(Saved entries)
__________________________________________________

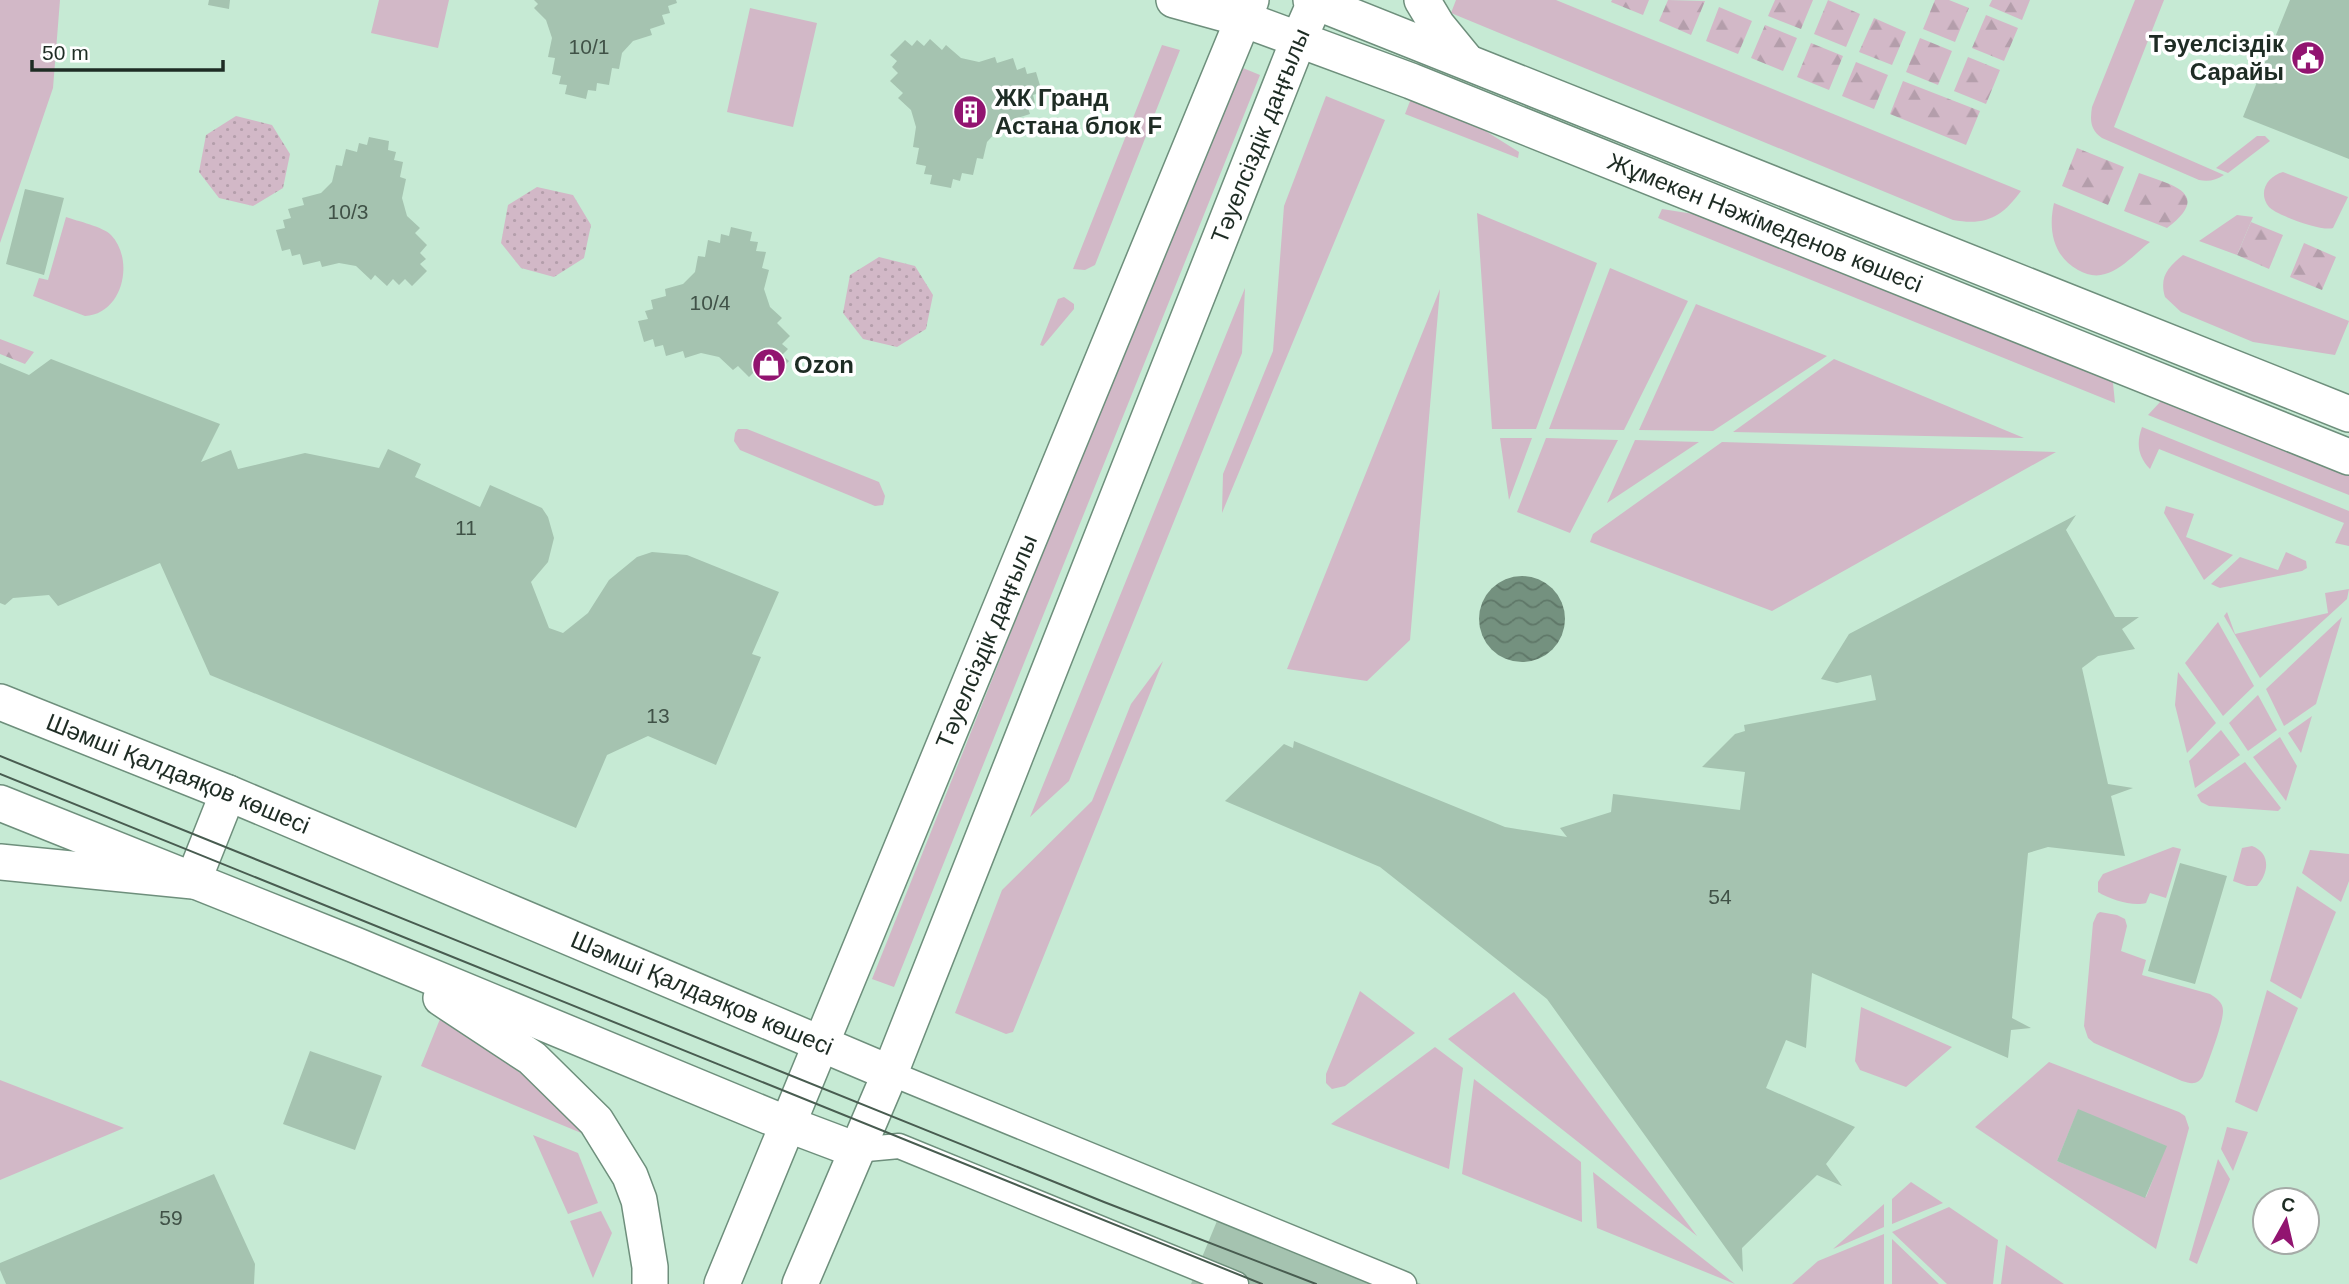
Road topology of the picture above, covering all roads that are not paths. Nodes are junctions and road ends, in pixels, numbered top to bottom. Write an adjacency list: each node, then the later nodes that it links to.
1 (1174, 0): 4 (main road, Жұмекен Нәжімеденов көшесі)
2 (1422, 0): 6 (main road)
3 (1314, 1): 5 (main road, Тәуелсіздік даңғылы); 6 (main road, Жұмекен Нәжімеденов көшесі)
4 (1247, 10): 5 (main road, Жұмекен Нәжімеденов көшесі); 15 (main road, Тәуелсіздік даңғылы)
5 (1298, 41): 8 (main road, Жұмекен Нәжімеденов көшесі); 16 (main road, Тәуелсіздік даңғылы)
6 (1466, 61): 7 (main road, Жұмекен Нәжімеденов көшесі)
7 (2349, 414)
8 (2349, 457)
9 (0, 702): 10 (main road, Шәмші Қалдаяқов көшесі)
10 (228, 793): 13 (main road); 15 (main road, Шәмші Қалдаяқов көшесі)
11 (0, 803): 13 (main road)
12 (0, 862): 13 (main road)
13 (193, 880): 14 (main road)
14 (355, 945): 17 (main road); 19 (main road)
15 (821, 1045): 16 (main road, Шәмші Қалдаяқов көшесі); 17 (main road, Тәуелсіздік даңғылы)
16 (890, 1073): 18 (main road, Тәуелсіздік даңғылы); 23 (street, Шәмші Қалдаяқов көшесі)
17 (787, 1124): 18 (main road); 20 (main road, Тәуелсіздік даңғылы)
18 (856, 1150): 21 (main road, Тәуелсіздік даңғылы); 22 (street)
19 (650, 1284)
20 (722, 1284)
21 (800, 1284)
22 (1236, 1284)
23 (1404, 1284)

__________________________________________________

Of the lines above, copy each one that contains the word "Жұмекен".

1 (1174, 0): 4 (main road, Жұмекен Нәжімеденов көшесі)
3 (1314, 1): 5 (main road, Тәуелсіздік даңғылы); 6 (main road, Жұмекен Нәжімеденов көшесі)
4 (1247, 10): 5 (main road, Жұмекен Нәжімеденов көшесі); 15 (main road, Тәуелсіздік даңғылы)
5 (1298, 41): 8 (main road, Жұмекен Нәжімеденов көшесі); 16 (main road, Тәуелсіздік даңғылы)
6 (1466, 61): 7 (main road, Жұмекен Нәжімеденов көшесі)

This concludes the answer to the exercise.